The authors would like to thank an anonymous reviewer for suggesting that this point be included.
- 2.
Commenting upon the work of the Widdicombe Committee in England that delivered its report in the mid-1980s Copus (2006, p. 3) states: “Widdicombe’s main concern was the potential risk of conflict that could arise between two separate governing bodies with competing mandates … In addition, the personalisation of politics, seen as inherent in the mayoral system and accepted in ‘countries with a presidential system’, was thought to be ‘generally disliked in Great Britain’ (emphasis added).
- 3.
The complexity of these approaches is not to be underestimated and is an important component of their appeal. It is, however, possible to provide readers with indicative samples of the three approaches.
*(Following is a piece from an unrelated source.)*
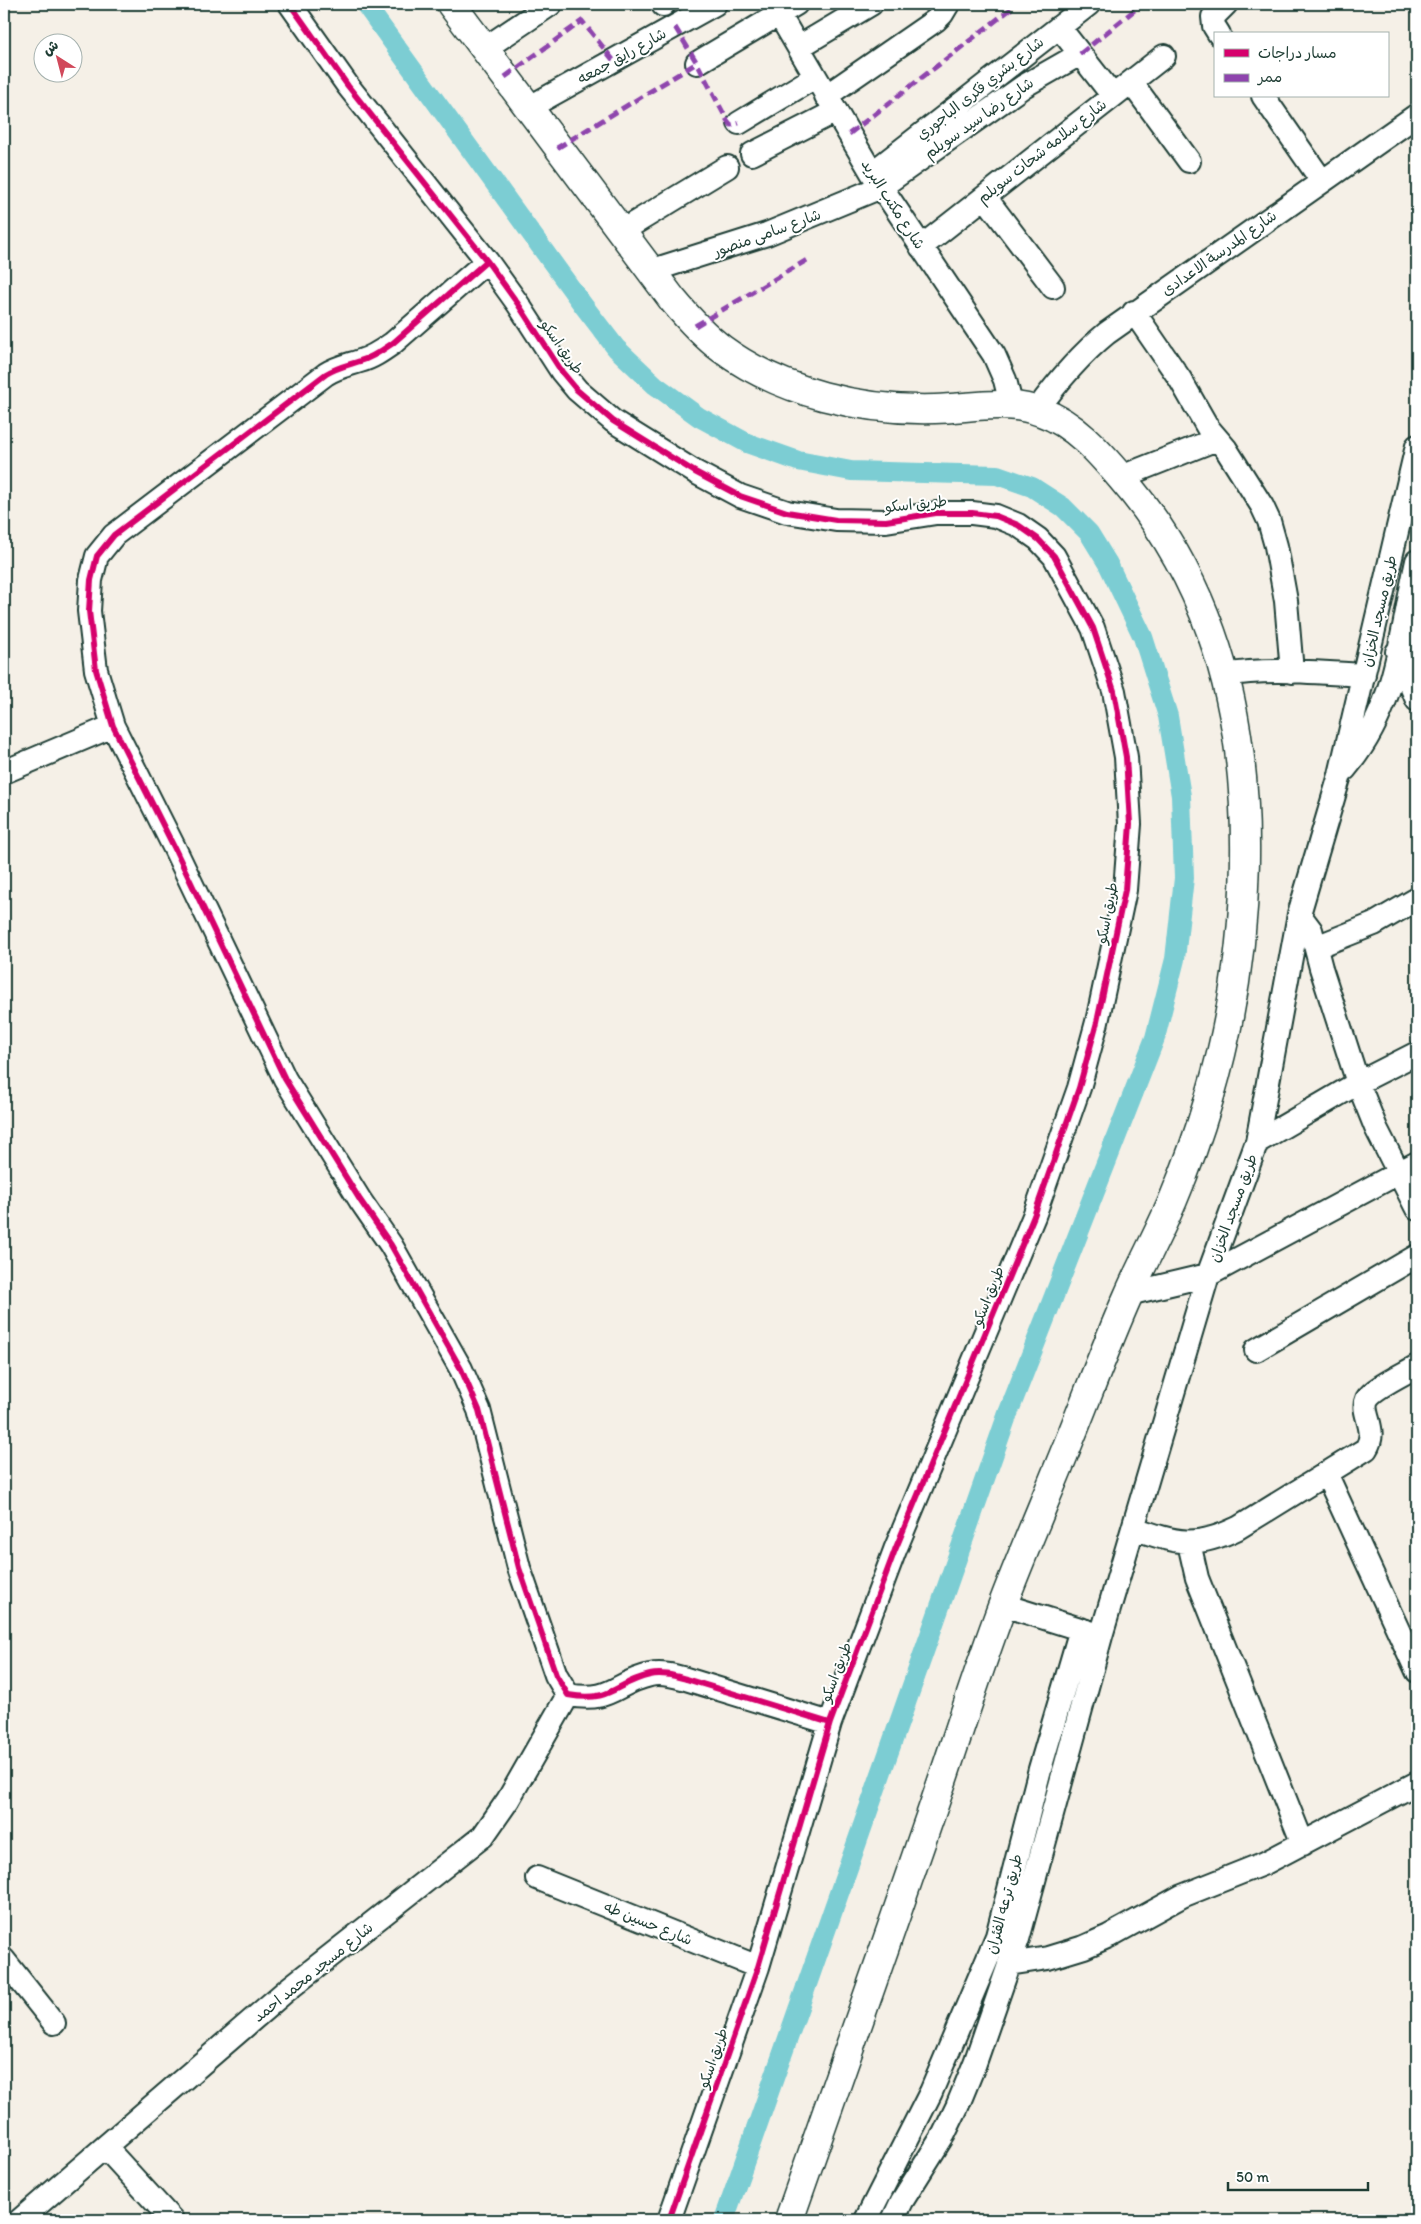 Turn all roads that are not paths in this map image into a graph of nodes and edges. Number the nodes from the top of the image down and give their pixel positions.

For Krasikova et al. (2013, p. 1310) Destructive Leadership (DL) is defined as “volitional behaviour by a leader that can harm or intends to harm a leader’s organisation and/or followers to pursue goals that contravene the legitimate interests of the organisation and/or employing a leadership style that involves the harmful use of methods of influence with followers, regardless of justifications of such behaviour”. The key point here is that it is intentional, and can be contrasted with mere ineffective leadership or constructive behaviour and can range from petty-tyranny through to a desire to destroy and organisation. Nor is it strictly pathological; on the contrary: situational factors such as “goal blockage” can result in destructive leadership and as such ameliorating these features of an organisation can ameliorate DL. As discussed by Vince and Mazen (2014) the concept of “violent innocence” is used to depict effects of relatively mundane actions of leaders—such as consistently being late to meetings, through (ostensibly) no fault of their own—upon subordinates in an organisation. Harding’s (2014) re-working of the master-slave dialectic to a theory of the powerlessness of the powerful involves inter alia the traditional contradiction of the master-slave relationship (i.e.: where in fact the master is the slave); also sybaritism, or grieving the loss of pleasure, on the part of the manager: They become a “slave to the machine” (our phrase) and derive a libidinal pleasure from their control of workers, whom they infantilise.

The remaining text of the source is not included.